Articulés ici à la question de l’alimentation, ces clichés sont sélectionnés, classés puis restitués afin de proposer un assemblage qui fait sens à travers une série d’œuvres au titre évocateur et polysémique : « L’union fait la farce ». Les scènes ainsi récoltées sur Internet sont fidèlement reproduites sous forme d’actions performances restituées par la photographie ou par la sculpture : « Il est important de respecter à la lettre la recette exacte » précise l’artiste.
En parcourant Internet en quête de « clichés », Thomas Mailaender met en jeu et en scène la société qui les a produit.
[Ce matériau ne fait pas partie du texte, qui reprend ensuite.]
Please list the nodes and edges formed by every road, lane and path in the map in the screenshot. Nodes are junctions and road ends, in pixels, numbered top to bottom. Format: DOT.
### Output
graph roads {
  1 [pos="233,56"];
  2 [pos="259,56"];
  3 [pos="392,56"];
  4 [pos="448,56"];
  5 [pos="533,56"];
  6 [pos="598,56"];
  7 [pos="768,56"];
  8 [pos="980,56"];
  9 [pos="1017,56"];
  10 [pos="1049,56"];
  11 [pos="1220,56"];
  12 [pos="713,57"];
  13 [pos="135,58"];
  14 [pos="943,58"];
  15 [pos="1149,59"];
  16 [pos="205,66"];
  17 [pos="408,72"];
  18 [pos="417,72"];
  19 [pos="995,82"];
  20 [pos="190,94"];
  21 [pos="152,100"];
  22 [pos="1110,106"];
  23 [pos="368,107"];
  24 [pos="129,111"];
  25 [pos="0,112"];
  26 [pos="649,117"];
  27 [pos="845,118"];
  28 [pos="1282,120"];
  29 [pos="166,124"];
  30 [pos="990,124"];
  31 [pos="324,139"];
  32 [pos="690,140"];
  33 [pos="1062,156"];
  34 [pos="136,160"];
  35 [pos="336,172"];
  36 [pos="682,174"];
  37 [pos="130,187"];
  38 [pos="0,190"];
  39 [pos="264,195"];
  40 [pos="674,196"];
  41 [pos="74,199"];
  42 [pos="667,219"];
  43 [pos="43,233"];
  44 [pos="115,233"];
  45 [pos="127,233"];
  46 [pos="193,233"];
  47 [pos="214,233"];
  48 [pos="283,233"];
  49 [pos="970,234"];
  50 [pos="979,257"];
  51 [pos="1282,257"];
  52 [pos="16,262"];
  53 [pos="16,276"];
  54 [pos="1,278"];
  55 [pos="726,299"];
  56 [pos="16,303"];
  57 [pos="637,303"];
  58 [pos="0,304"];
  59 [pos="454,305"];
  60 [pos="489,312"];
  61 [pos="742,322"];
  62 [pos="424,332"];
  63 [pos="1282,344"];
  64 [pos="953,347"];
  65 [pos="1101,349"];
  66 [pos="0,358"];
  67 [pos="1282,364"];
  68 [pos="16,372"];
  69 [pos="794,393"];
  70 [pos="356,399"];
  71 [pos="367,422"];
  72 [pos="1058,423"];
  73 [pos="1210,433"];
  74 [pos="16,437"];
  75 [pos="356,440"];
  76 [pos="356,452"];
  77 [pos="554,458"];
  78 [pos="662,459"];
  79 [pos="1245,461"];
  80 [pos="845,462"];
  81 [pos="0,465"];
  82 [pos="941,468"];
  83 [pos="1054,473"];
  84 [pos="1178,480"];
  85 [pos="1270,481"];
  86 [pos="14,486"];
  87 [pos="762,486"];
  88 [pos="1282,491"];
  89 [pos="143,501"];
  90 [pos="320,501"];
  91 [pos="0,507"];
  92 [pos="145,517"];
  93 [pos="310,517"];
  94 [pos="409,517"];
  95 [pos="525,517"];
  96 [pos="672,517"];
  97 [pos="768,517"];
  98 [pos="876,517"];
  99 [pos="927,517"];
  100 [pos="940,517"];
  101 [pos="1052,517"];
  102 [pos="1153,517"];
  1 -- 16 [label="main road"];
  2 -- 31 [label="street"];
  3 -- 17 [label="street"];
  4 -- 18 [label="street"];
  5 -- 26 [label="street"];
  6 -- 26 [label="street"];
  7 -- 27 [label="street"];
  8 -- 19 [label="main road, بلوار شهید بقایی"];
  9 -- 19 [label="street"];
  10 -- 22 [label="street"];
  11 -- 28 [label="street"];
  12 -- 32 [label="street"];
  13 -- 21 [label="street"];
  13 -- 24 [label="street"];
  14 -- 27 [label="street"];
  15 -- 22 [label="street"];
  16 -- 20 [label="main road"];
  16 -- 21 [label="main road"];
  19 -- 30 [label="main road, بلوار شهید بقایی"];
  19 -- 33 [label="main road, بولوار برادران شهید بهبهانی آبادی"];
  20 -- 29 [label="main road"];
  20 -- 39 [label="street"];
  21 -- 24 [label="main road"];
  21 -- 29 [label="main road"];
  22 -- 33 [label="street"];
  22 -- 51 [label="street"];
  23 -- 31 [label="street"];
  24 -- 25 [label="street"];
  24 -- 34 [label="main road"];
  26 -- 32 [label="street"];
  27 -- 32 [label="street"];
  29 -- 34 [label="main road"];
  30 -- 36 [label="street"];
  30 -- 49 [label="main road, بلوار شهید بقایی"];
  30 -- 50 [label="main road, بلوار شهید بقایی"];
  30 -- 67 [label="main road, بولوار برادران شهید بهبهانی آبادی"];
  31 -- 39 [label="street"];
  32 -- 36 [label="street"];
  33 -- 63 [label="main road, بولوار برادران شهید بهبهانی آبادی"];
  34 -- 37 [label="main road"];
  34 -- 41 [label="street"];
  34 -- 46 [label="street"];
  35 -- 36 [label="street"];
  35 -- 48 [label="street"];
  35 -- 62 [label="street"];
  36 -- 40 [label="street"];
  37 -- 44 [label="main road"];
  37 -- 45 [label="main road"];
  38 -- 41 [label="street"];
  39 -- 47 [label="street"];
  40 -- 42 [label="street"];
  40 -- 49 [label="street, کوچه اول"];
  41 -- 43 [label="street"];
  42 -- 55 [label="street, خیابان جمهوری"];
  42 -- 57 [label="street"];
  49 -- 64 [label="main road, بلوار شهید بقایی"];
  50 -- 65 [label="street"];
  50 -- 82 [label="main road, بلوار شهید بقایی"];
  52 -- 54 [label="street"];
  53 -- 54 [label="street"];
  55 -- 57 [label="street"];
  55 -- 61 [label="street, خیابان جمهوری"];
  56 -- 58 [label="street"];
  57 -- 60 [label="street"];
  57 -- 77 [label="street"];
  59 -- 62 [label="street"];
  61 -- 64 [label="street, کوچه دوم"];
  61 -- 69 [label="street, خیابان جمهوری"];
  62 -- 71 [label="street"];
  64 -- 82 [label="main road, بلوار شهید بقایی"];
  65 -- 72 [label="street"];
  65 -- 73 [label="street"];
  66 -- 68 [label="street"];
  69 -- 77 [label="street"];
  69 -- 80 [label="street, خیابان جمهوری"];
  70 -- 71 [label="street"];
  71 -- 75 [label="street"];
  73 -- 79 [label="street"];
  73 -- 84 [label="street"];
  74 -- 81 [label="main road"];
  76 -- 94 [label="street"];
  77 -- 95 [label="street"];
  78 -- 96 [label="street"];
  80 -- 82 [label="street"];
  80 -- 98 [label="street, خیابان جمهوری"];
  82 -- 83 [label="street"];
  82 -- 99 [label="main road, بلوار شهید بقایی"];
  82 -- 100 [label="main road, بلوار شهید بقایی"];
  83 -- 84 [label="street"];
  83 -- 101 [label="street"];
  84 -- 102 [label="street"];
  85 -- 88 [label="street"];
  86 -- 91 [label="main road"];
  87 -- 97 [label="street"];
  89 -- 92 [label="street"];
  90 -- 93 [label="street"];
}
Ses collectes proviennent de créations d’amateurs – à prendre au sens de « celui qui aime » - et dépeignent une culture de la farce. Si la farce entre dans la composition des « recettes » de cuisine, elle est également, dès le Moyen-âge, un genre dramatique satirique et comique aux caractéristiques absurdes et bouffonnes mettant en scène des personnages du peuple. C’est dans ce double sens que cette œuvre prend forme. Thomas Mailaender nous présente un monde de tromperies et de ruses gauches dans lequel l’amateur est au centre de l’attention. Les clichés collectés mettent en scène le subterfuge, le détournement, la déviance comme autant de manière de faire sens et de bousculer les normes, systèmes ou manières de vivre imposés.
Nous retrouvons dans ces pratiques les « tactiques de résistance » telles que les évoquait l’anthropologue Michel de Certeau dans son ouvrage L’invention du quotidien qu’il destinait à l’«homme ordinaire. Héros commun. Personnage disséminé. Marcheur innombrable. (…) Ce héros anonyme (qui) vient de très loin, (…) murmure des sociétés.»
Thomas Mailaender nous livre ici une sorte d’éloge de la blague potache, d’une culture populaire à l’humour parfois grinçant dont le « murmure » ou plutôt le « brouhaha » se diffuse sur Internet entendu comme réceptacle et mémoire.